§ Task item:
Your response is a verbatim copy of the listing, stripped of its images.

*** Opening Records shown ***

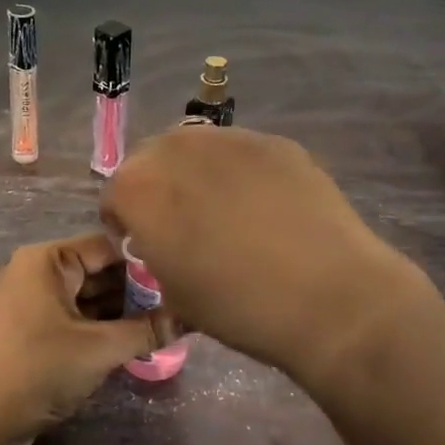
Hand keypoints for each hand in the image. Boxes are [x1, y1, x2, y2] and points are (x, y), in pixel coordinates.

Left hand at [0, 233, 174, 444]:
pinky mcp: (31, 331)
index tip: (184, 276)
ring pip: (88, 297)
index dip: (147, 261)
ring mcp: (31, 302)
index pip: (107, 245)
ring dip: (122, 312)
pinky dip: (102, 327)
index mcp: (47, 259)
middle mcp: (37, 271)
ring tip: (167, 323)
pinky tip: (136, 340)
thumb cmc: (37, 370)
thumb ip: (146, 331)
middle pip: (98, 270)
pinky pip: (75, 318)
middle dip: (137, 290)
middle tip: (181, 304)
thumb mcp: (99, 349)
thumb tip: (189, 319)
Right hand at [100, 126, 424, 385]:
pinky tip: (268, 208)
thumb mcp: (174, 293)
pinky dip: (242, 173)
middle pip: (152, 160)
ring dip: (199, 175)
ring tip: (228, 212)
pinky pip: (241, 153)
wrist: (329, 296)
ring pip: (197, 149)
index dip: (127, 223)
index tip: (148, 246)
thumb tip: (166, 238)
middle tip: (186, 225)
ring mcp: (230, 138)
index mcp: (140, 188)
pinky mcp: (275, 141)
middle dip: (160, 188)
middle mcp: (177, 148)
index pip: (115, 194)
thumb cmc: (238, 306)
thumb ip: (155, 251)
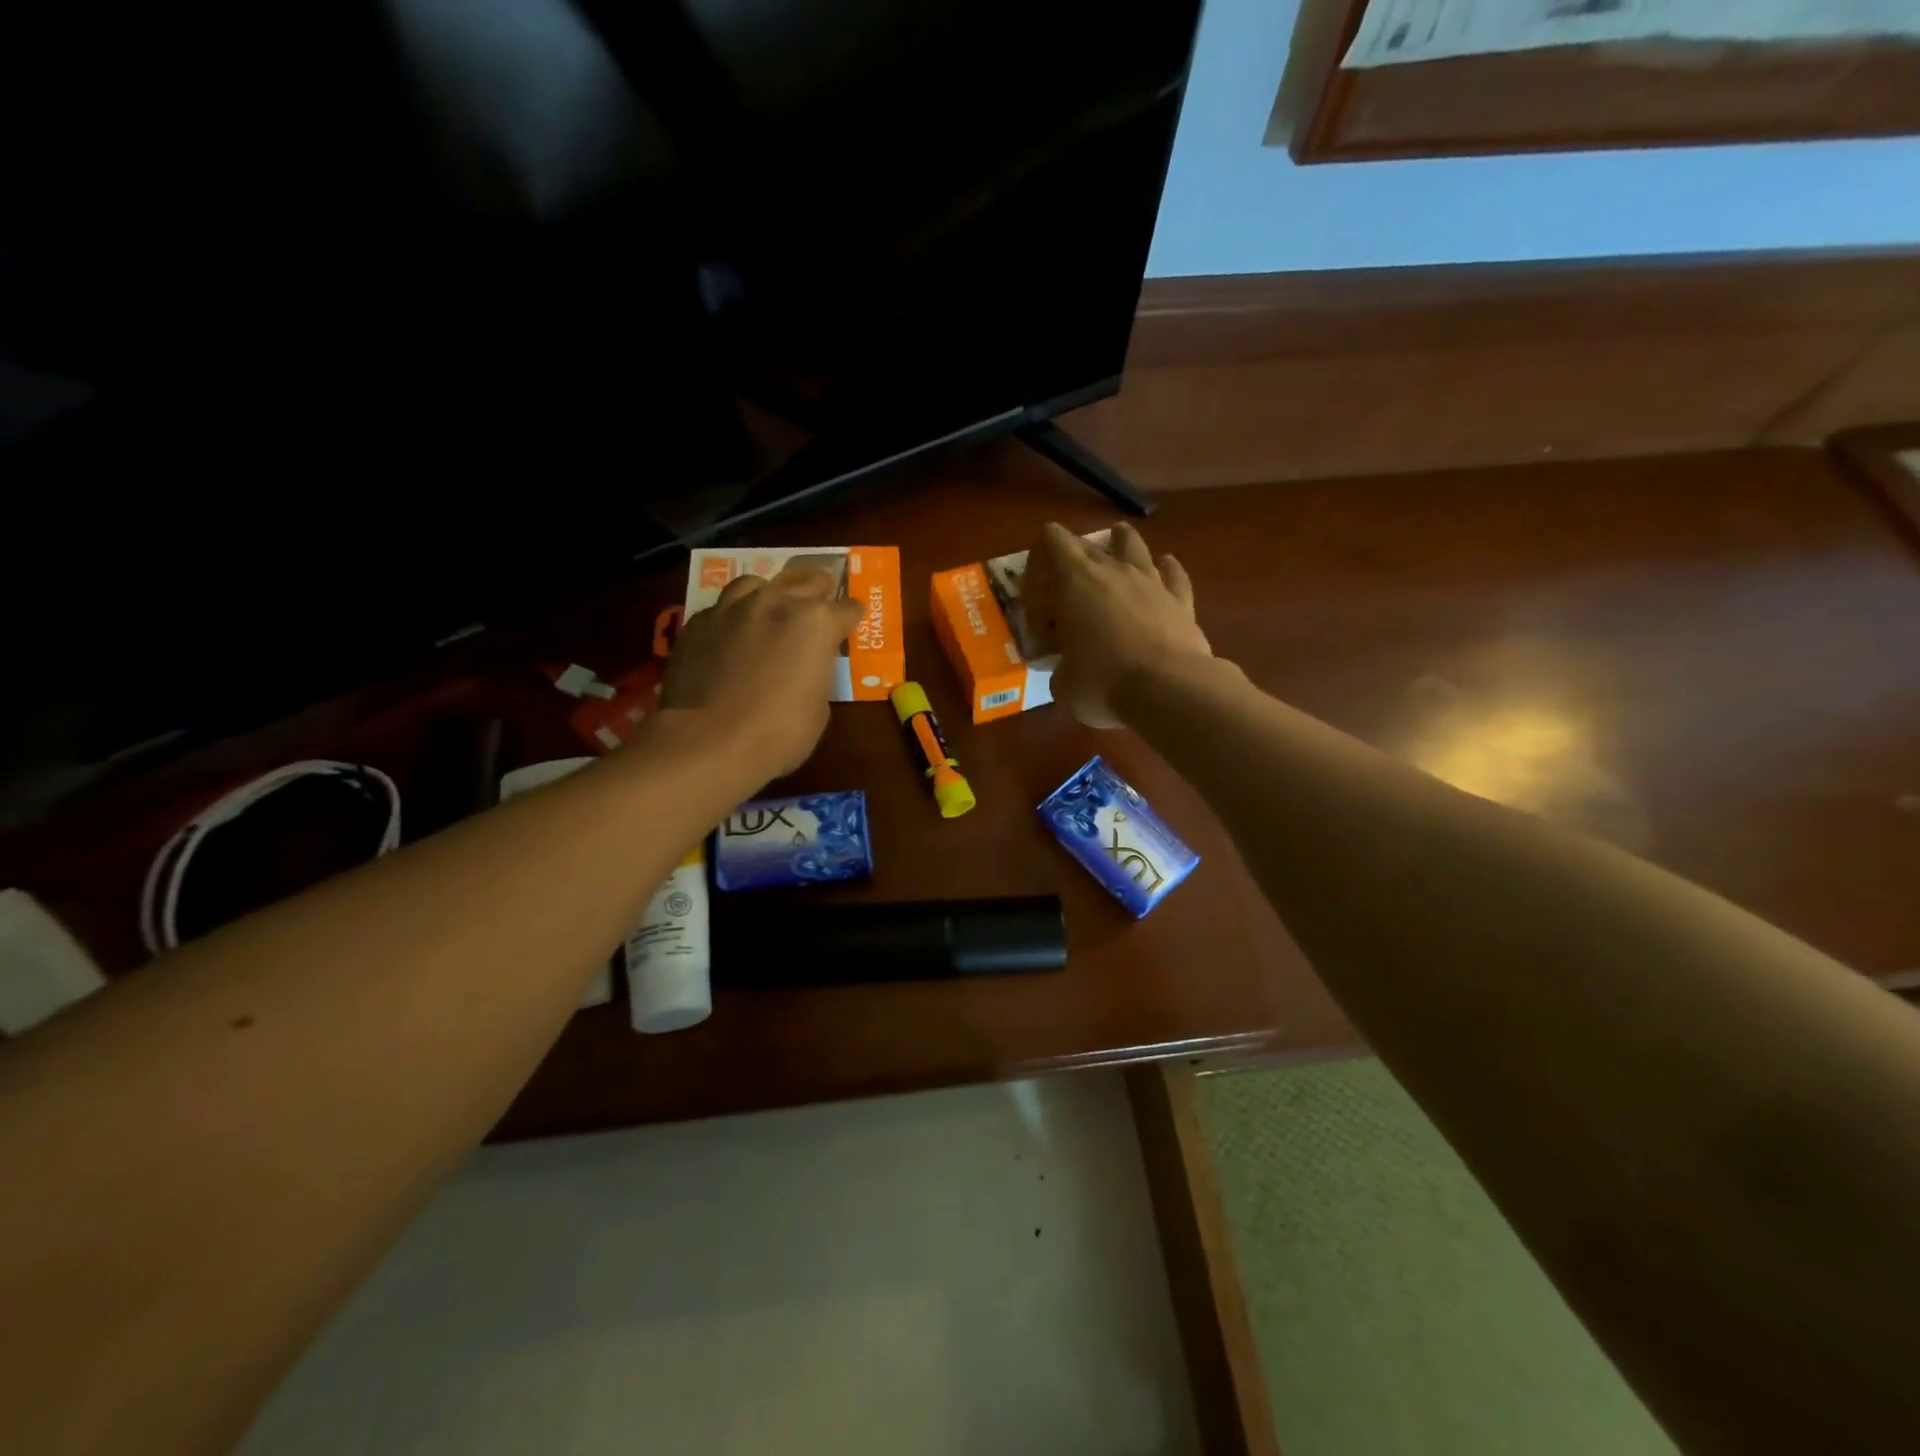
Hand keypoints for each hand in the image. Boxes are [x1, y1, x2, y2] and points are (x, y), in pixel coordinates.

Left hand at [662, 566, 864, 777]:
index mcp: (816, 622)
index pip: (848, 609)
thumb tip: (806, 669)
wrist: (707, 741)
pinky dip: (733, 617)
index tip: (851, 625)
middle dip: (818, 592)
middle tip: (820, 604)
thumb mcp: (818, 708)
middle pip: (806, 582)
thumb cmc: (778, 732)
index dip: (851, 618)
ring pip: (757, 584)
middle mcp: (775, 602)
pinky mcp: (697, 623)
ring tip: (771, 608)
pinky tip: (731, 633)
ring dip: (770, 594)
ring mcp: (732, 609)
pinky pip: (721, 608)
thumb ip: (816, 674)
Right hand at [1024, 521, 1211, 728]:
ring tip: (1116, 545)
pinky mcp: (1181, 600)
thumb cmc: (1104, 684)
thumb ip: (1060, 669)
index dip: (1041, 555)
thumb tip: (1066, 673)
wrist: (1169, 690)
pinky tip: (1165, 565)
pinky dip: (1166, 568)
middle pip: (1089, 543)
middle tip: (1067, 586)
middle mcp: (1114, 571)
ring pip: (1133, 545)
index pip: (1053, 540)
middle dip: (1074, 558)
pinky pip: (1173, 573)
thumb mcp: (1063, 685)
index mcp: (1076, 582)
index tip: (1037, 585)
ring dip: (1121, 543)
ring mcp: (1151, 581)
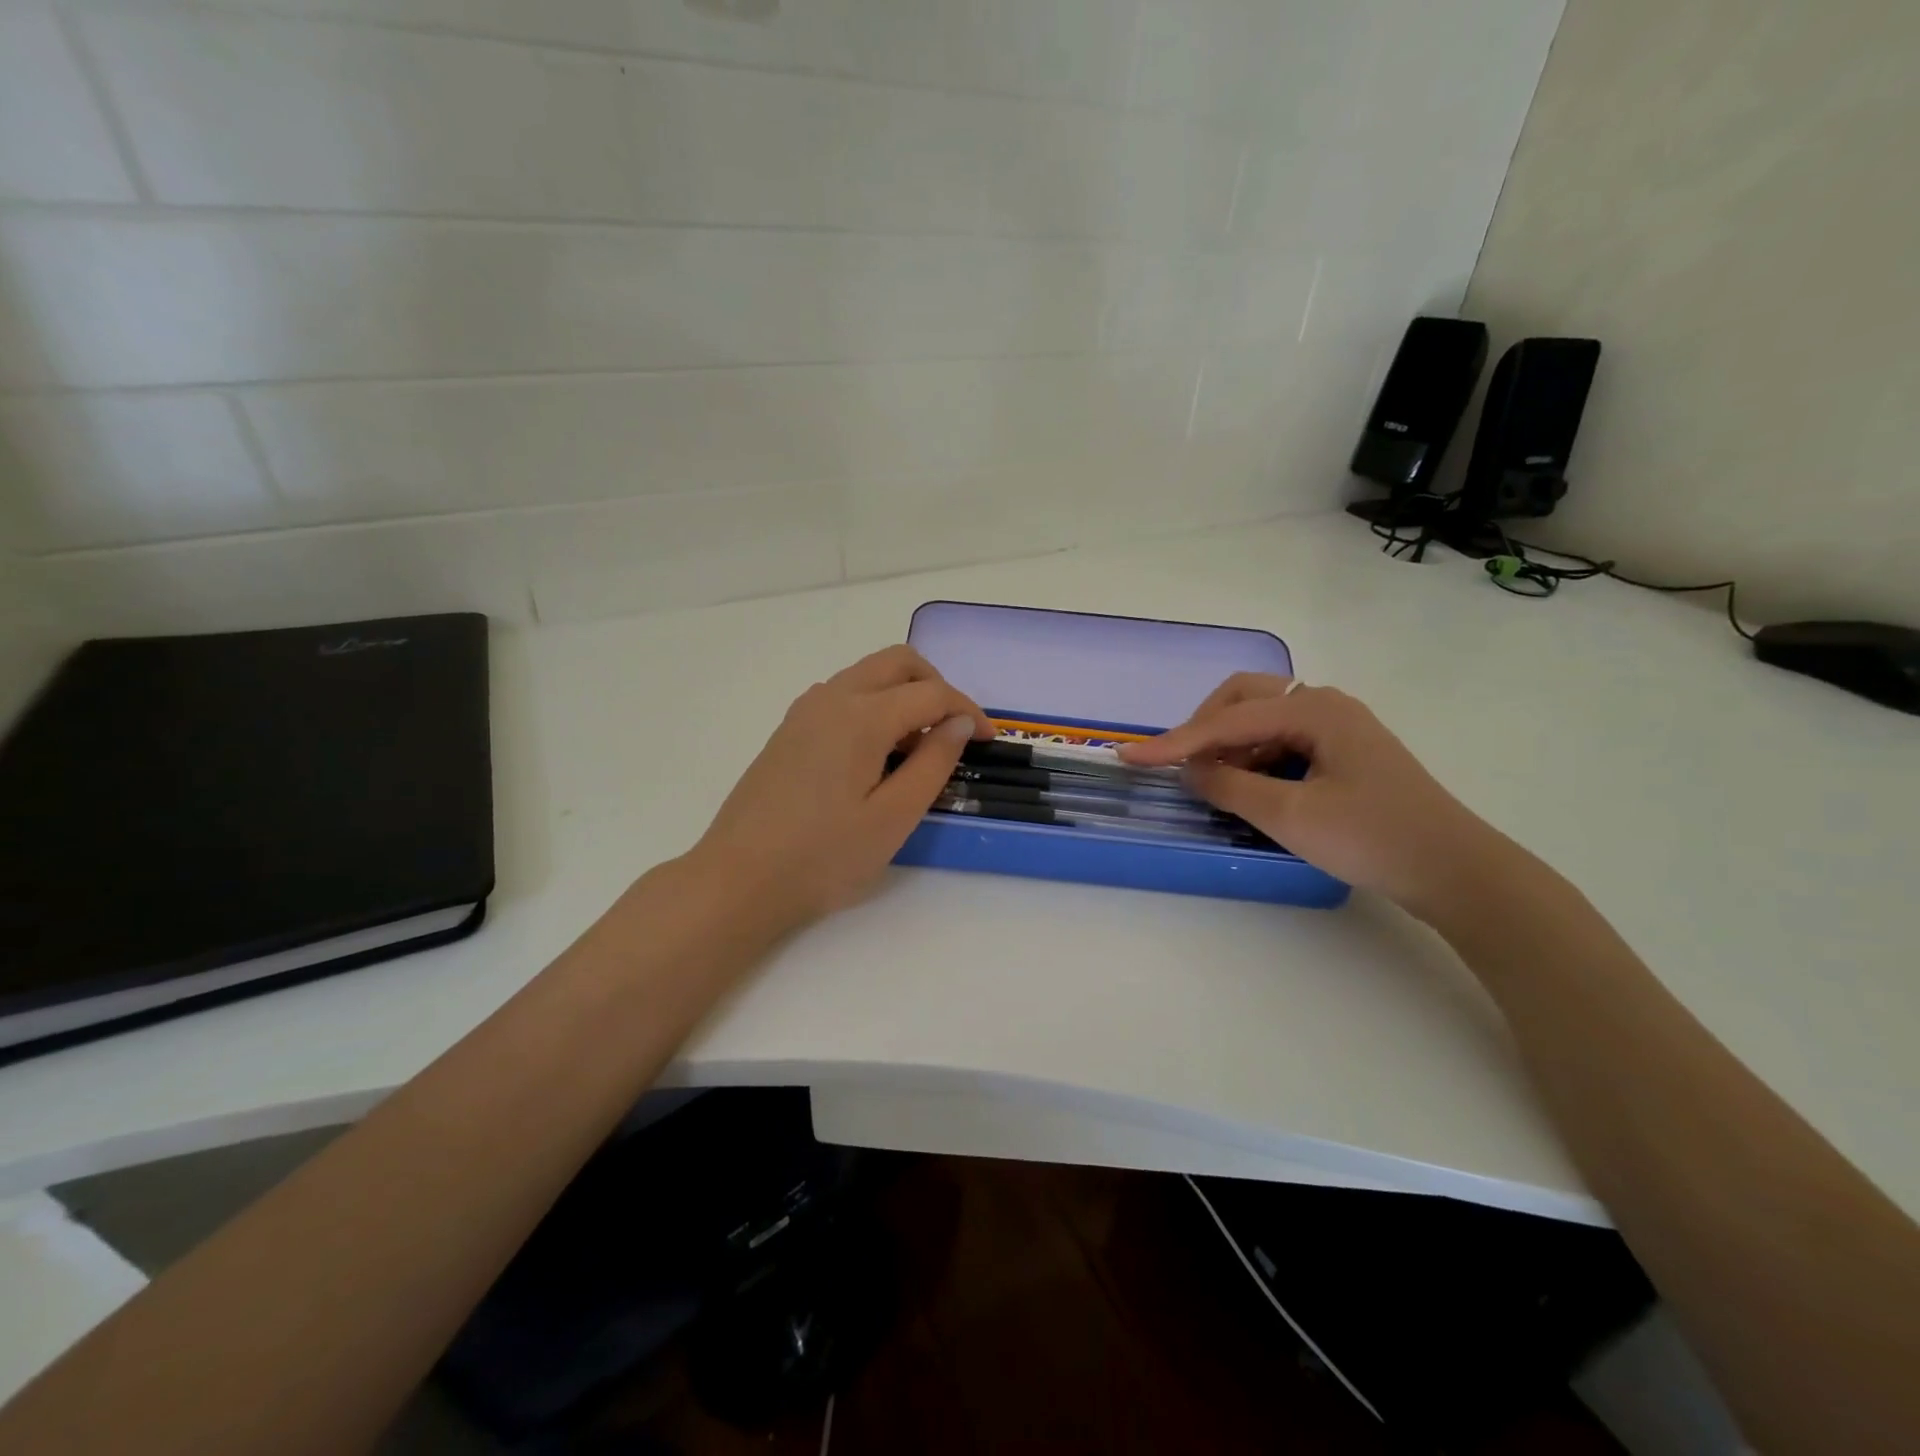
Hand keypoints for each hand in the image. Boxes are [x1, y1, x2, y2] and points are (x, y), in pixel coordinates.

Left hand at [688, 645, 993, 928]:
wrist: (739, 878)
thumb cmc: (823, 856)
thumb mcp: (893, 818)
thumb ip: (933, 763)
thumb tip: (958, 723)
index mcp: (862, 716)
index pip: (932, 693)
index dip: (968, 711)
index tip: (988, 741)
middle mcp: (833, 697)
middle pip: (898, 662)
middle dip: (936, 685)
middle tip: (954, 730)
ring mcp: (805, 710)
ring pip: (868, 674)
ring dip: (903, 692)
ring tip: (918, 745)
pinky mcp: (790, 729)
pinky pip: (843, 694)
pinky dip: (874, 704)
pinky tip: (876, 752)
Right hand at [1118, 674, 1515, 918]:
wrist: (1456, 871)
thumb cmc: (1372, 838)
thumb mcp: (1290, 816)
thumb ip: (1230, 787)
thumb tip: (1190, 772)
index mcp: (1314, 710)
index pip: (1227, 721)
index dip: (1175, 742)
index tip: (1130, 757)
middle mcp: (1325, 705)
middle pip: (1245, 698)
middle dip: (1205, 726)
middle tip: (1180, 763)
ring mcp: (1338, 726)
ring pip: (1263, 718)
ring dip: (1230, 743)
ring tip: (1211, 781)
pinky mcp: (1344, 751)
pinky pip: (1283, 739)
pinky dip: (1255, 757)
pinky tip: (1247, 786)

*** Closing Records shown ***

§ Exercise response:
Hand keypoints for each hand in the image. Boxes are [x1, y1, x2, y2] and points are (x, y), in pixel coordinates.

Left hand at [0, 233, 174, 444]:
pinky mcp: (31, 331)
index tip: (184, 276)
ring pip: (88, 297)
index dip: (147, 261)
ring mcp: (31, 302)
index pip: (107, 245)
ring dip: (122, 312)
pinky dip: (102, 327)
index mcp: (47, 259)
middle mcp: (37, 271)
ring tip: (167, 323)
pinky tip: (136, 340)
thumb cmc: (37, 370)
thumb ip: (146, 331)
middle pip: (98, 270)
pinky pip: (75, 318)
middle dip: (137, 290)
middle tip: (181, 304)
thumb mcp: (99, 349)
thumb tip: (189, 319)
Right hand at [100, 126, 424, 385]:
pinky tip: (268, 208)
thumb mcp: (174, 293)
pinky dip: (242, 173)
middle pip: (152, 160)
ring dip: (199, 175)
ring tip: (228, 212)
pinky pip: (241, 153)
wrist: (329, 296)
ring pip: (197, 149)
index dip: (127, 223)
index tip: (148, 246)
thumb tip: (166, 238)
middle tip: (186, 225)
ring mcp: (230, 138)
index mcp: (140, 188)
pinky mcp: (275, 141)
middle dip: (160, 188)
middle mcp: (177, 148)
index pip: (115, 194)
thumb cmc: (238, 306)
thumb ip: (155, 251)
Hand keypoints for each hand in the image. Boxes are [x1, y1, x2, y2] and points are (x, y), in pixel coordinates.

Left hand at [662, 566, 864, 777]:
index mcp: (816, 622)
index pip: (848, 609)
thumb tip: (806, 669)
wrist: (707, 741)
pinky dip: (733, 617)
index tip: (851, 625)
middle dip: (818, 592)
middle tip: (820, 604)
thumb mcp: (818, 708)
middle pip: (806, 582)
thumb cmc: (778, 732)
index dip: (851, 618)
ring pip: (757, 584)
middle mcp: (775, 602)
pinky mcp: (697, 623)
ring tip: (771, 608)
pinky tip: (731, 633)
ring dip: (770, 594)
ring mcp: (732, 609)
pinky pip: (721, 608)
thumb ip: (816, 674)
Right hand at [1024, 521, 1211, 728]:
ring tip: (1116, 545)
pinky mcp: (1181, 600)
thumb cmc: (1104, 684)
thumb ip: (1060, 669)
index dip: (1041, 555)
thumb tip: (1066, 673)
wrist: (1169, 690)
pinky tip: (1165, 565)
pinky dip: (1166, 568)
middle pip: (1089, 543)
middle tip: (1067, 586)
middle mcp: (1114, 571)
ring pip: (1133, 545)
index pip: (1053, 540)
middle dip: (1074, 558)
pinky pip: (1173, 573)
thumb mcp: (1063, 685)
index mcp: (1076, 582)
index tip: (1037, 585)
ring dip: (1121, 543)
ring mcp: (1151, 581)
Hand keypoints for each hand in the image. Boxes are [x1, y1, x2, y2] and points are (x, y), in pixel coordinates.

Left hand at [688, 645, 993, 928]:
wrist: (739, 878)
thumb cmc: (823, 856)
thumb mcp: (893, 818)
thumb ip: (933, 763)
thumb tip: (958, 723)
index mcp: (862, 716)
index pip: (932, 693)
index dip: (968, 711)
index tip: (988, 741)
middle mcp: (833, 697)
middle pip: (898, 662)
middle dip: (936, 685)
middle tip: (954, 730)
ring mcp: (805, 710)
ring pip: (868, 674)
ring dip: (903, 692)
ring tip: (918, 745)
pinky mcp: (790, 729)
pinky pip: (843, 694)
pinky dip: (874, 704)
pinky tip: (876, 752)
Right hand at [1118, 674, 1515, 918]:
wrist: (1456, 871)
thumb cmc: (1372, 838)
thumb mcp: (1290, 816)
thumb ip: (1230, 787)
thumb tip: (1190, 772)
index mcp: (1314, 710)
index pip: (1227, 721)
index dip: (1175, 742)
index tip: (1130, 757)
middle mcp: (1325, 705)
middle pip: (1245, 698)
middle dip: (1205, 726)
middle tip: (1180, 763)
ring mcp: (1338, 726)
ring pip: (1263, 718)
ring dip: (1230, 743)
ring tip: (1211, 781)
pinky mcp: (1344, 751)
pinky pip: (1283, 739)
pinky dip: (1255, 757)
pinky tip: (1247, 786)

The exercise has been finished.